Ave, Sandum Citizens!
Next week, and beginning with this weekend, our State witnesses a ceremonial renewal. This weekend, on C or the Gregorian Saturday, this State witnesses it half-year Congress of all Sandum people which, by fact and by practice, becomes our State’s parliament. Then, Lhabab Düchen – a Tibetan Buddhist Holiday – will be observed in Sandus on VI (the 6th) as Americans beyond our frontiers go to the polls to vote. The very next day, on VII (the 7th), marks the National Day of Socialism – the first day of the October Revolution celebrations – and then the Day of the Ways and Means of Revolution, on VIII (the 8th).
The CCPS Nov. MMXII Party Congress
This Party Congress will be a momentous occasion. For the second time in our history, a secretary other than the Sôgmô will be elected.
This Congress will also see a definition of the innermost Sandum value: to reduce the suffering of all people. This value shall be defined in more detail at the Congress and shall be worked and worded so that both the liberties of Sandum citizens guaranteed in the Founding Law are respected yet that this value will provide a social purpose for gathering and a social “push” for the State.
Then the Congress shall discuss the Philia Policy, how to grow Sandum culture in the next year until the Sôgmô goes to university and how to form a socialist and democratic society whilst keeping the structure we have in Sandus today.
In addition to the Philia Policy, which shall see a form of democratisation from the top, the Congress shall also consider broadening the role the Party plays as a Parliament of the People. In only a few months, Sandus may be a fully democratic and meritocratic society with emphasis on our central structure for the progressive function of the State and Central People’s Government. In addition to Party Congresses as these, this Congress may also consider non-Congressional meetings in order to advise the Sôgmô and represent the People.
Following the Congress, the Office of the Sôgmô shall begin to experiment with a new form of bureaucracy for our State.
According to the Tibetan tradition, when the Buddha attained enlightenment, he taught first at Sarnath and eventually he went to the Heaven of Indra, where his deceased mother’s spirit lived. Lhabab Düchen is the day which marks in the Tibetan calendar (22nd day of the 9th lunar month) when the Buddha returned to this realm in order to continue to teach. In the Tibetan Buddhist tradition, days like these carry importance in that they are seen as miraculous, auspicious, and whose karma and merit are multiplied by 10,000 times. Therefore, the Sôgmô – as Sacra Flameno – shall conduct a tsog, read sutras aloud, and recite mantras. For Sandus, this day will continue perfectly into the National Day of Socialism, which is seen as carrying its own merits for the ending of worldly suffering. Lhabab Düchen, therefore, carries importance for its merits for the ending of more perceived, “in the mind” suffering – which is, most of times, the largest and most harmful form of suffering which is universal to everyone.
For more information, we refer this site from the local Tibetan Buddhist temple in Poolesville, MD.
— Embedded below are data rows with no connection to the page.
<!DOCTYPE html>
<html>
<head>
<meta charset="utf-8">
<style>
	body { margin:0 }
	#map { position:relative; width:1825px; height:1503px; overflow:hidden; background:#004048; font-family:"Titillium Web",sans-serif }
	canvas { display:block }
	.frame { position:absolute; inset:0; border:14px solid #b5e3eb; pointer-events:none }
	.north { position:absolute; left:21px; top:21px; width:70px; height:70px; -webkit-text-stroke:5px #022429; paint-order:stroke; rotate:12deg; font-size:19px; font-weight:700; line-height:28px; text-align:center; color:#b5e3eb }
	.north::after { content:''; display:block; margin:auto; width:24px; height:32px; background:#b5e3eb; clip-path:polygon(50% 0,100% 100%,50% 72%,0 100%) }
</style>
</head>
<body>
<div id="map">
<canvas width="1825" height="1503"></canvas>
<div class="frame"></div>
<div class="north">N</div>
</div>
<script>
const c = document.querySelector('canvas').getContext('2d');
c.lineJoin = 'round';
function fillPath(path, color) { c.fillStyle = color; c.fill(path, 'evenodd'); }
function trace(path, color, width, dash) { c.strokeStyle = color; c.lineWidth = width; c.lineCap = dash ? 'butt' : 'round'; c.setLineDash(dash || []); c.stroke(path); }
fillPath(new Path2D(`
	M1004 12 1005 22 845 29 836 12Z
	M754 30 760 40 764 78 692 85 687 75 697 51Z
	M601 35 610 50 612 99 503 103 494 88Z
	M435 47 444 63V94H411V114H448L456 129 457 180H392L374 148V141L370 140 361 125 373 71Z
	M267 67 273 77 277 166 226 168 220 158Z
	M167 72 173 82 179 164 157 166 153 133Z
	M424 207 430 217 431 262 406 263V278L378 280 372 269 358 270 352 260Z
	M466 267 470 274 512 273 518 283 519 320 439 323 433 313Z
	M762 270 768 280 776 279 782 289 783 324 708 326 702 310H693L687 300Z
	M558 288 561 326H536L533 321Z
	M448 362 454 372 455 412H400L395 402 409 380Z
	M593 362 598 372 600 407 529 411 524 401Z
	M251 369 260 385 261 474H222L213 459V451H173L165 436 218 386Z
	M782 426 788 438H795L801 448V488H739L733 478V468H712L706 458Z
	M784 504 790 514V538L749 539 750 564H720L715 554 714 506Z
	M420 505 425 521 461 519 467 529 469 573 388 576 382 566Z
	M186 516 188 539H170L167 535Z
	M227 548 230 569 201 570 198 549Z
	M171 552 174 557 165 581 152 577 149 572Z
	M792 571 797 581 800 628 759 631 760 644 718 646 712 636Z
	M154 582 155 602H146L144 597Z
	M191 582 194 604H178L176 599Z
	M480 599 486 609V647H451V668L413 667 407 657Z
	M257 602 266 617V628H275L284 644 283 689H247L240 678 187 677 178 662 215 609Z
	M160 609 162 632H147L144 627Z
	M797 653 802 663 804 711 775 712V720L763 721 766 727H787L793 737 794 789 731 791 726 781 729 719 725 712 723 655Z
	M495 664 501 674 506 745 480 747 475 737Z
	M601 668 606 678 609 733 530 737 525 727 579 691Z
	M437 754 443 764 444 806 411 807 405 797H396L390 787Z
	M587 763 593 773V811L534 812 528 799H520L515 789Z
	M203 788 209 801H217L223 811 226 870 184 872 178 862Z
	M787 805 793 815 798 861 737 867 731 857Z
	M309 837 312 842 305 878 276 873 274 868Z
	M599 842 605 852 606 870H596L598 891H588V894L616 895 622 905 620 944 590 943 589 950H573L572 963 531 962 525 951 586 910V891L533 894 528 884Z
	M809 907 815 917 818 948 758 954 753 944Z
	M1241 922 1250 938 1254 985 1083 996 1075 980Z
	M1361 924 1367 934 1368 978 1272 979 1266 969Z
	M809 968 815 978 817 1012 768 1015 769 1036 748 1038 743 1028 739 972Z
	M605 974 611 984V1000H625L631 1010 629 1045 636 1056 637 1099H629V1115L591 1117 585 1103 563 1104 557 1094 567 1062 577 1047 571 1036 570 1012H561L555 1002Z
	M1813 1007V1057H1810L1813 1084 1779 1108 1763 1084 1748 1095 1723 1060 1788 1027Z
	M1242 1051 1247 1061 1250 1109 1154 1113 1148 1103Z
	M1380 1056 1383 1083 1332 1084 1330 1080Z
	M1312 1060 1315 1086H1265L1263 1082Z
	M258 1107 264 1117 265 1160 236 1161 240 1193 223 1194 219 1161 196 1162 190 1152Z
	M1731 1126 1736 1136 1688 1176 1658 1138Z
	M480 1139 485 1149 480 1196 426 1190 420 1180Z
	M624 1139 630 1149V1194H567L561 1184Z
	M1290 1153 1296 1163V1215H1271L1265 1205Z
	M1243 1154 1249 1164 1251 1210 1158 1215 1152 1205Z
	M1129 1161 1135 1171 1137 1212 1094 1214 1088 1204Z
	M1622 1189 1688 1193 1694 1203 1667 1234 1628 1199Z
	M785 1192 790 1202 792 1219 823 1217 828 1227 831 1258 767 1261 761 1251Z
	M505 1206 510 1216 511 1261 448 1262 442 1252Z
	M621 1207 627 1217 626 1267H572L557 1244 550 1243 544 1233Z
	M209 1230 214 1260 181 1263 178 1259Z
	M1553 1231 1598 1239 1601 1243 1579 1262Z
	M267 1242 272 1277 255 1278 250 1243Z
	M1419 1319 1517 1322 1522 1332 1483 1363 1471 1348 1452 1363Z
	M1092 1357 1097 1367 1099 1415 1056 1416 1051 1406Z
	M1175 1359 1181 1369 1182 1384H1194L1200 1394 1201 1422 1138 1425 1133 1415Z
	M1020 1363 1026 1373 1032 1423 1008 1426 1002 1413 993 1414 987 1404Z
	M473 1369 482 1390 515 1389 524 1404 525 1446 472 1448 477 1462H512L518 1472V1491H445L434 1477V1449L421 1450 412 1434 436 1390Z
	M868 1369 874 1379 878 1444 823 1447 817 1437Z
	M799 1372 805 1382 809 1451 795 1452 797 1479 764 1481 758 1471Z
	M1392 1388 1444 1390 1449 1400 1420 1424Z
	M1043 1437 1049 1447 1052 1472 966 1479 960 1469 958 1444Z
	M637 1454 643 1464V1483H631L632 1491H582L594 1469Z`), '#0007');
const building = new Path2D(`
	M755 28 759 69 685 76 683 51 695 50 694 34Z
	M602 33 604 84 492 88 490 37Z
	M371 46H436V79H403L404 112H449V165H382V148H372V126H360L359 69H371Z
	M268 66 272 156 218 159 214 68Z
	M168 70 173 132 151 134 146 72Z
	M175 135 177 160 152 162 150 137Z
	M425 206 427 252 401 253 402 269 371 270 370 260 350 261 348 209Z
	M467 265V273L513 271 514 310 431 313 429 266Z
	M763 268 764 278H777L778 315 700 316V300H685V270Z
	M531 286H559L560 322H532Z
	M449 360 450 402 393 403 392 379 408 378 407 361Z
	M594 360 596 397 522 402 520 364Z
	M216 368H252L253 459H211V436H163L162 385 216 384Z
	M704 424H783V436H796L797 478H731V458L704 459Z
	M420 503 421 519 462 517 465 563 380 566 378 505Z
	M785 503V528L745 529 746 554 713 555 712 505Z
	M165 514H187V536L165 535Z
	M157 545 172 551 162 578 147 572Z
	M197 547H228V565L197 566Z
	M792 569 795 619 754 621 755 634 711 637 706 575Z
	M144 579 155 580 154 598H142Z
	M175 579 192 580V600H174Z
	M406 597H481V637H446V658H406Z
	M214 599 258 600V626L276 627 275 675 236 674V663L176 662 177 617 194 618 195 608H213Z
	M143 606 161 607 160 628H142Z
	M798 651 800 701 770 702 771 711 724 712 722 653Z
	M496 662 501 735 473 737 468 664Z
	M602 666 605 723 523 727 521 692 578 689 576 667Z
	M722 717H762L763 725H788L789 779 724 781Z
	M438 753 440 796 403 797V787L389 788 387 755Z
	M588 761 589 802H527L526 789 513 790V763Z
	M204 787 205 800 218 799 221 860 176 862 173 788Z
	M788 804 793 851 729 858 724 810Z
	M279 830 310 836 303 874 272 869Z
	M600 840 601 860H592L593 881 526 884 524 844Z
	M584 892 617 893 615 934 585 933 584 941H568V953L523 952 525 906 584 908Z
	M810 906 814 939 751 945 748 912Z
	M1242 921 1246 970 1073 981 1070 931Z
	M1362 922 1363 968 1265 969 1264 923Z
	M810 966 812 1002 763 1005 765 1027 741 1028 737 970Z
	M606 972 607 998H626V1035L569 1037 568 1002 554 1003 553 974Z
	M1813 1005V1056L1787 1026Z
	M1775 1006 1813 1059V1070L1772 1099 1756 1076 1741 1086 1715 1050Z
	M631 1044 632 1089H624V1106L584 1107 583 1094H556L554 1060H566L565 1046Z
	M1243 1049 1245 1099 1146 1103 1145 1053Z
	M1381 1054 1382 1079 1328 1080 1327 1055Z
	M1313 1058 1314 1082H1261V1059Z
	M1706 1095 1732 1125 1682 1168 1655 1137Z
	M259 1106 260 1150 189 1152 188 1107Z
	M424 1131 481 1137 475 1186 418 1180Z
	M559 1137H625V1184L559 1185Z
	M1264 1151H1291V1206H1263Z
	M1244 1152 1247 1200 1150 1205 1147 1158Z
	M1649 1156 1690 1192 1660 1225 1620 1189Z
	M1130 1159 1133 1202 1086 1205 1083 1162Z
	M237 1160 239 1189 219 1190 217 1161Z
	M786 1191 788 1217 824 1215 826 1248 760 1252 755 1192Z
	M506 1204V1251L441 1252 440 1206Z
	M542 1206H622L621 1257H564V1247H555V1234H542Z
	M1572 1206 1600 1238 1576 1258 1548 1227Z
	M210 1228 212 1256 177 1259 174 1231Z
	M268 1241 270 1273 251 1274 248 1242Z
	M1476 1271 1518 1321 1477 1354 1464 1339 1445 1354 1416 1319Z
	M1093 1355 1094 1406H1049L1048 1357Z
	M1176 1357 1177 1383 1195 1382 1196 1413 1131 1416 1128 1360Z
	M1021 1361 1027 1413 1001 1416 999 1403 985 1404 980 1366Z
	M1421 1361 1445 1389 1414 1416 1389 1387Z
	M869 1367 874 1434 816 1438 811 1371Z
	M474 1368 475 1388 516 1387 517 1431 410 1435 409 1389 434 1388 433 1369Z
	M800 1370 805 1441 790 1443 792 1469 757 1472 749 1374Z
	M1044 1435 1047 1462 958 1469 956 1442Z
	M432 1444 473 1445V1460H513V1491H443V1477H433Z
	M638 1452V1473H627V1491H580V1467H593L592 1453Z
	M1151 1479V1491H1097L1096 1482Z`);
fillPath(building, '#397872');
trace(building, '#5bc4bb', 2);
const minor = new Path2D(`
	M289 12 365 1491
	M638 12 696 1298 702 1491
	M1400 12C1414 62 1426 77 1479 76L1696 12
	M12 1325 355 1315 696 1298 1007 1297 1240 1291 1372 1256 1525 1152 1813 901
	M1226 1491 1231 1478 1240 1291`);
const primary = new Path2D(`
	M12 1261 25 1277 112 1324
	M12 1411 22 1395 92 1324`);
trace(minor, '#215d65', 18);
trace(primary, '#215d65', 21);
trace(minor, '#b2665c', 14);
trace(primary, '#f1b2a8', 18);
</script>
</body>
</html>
National Day of Socialism & the Day of the Ways and Means of Revolution
The last two days focus on the merit of ending worldly suffering. Whereas suffering begins by desire, ego, ignorance, fear, hatred, and is perceived by the senses of our minds, worldly suffering includes issues that take place before us. Though they are still spurred by these aggregates, they are issues which are detrimental to us and beyond our control: such as, famine, lack of housing, and other social problems. The emphasis of the Sandum State is to end these forms of suffering and to establish a socialist economy and society for their destruction. Therefore, the National Day of Socialism is a holiday of a particular importance in the Sandum political calendar that focuses on the Socialist characteristics of the State and stresses the intention of good will.
The last day, the Day of the Ways and Means of Revolution, stresses the social capacity which we have for creating a Socialist society. In the Sandum view, the revolution (i.e., in this case, the October Revolution) continues after the historical events take place and the spirit and fervour found in the revolution for a better, Socialist country are expected to come to fruition. This day marks that social hope for a Socialist society – i.e., a society in which each look out for the welfare of others – and that historical continuity from the October Revolution to the contemporary State.
As it is not common for these three days – Lhabab Düchen, the National Day of Socialism, and the Day of the Ways and Means of Revolution – to be in successive order (though the latter two are always), it is an especially fortunate occurrence that they are right after each other and represent the three important Buddhist-Socialist aspects of the State: (1) End the suffering of the mind; (2) End suffering caused by world events; (3) Establish a State and a Society based on Compassion and Socialism.
— Sôgmô Sörgel.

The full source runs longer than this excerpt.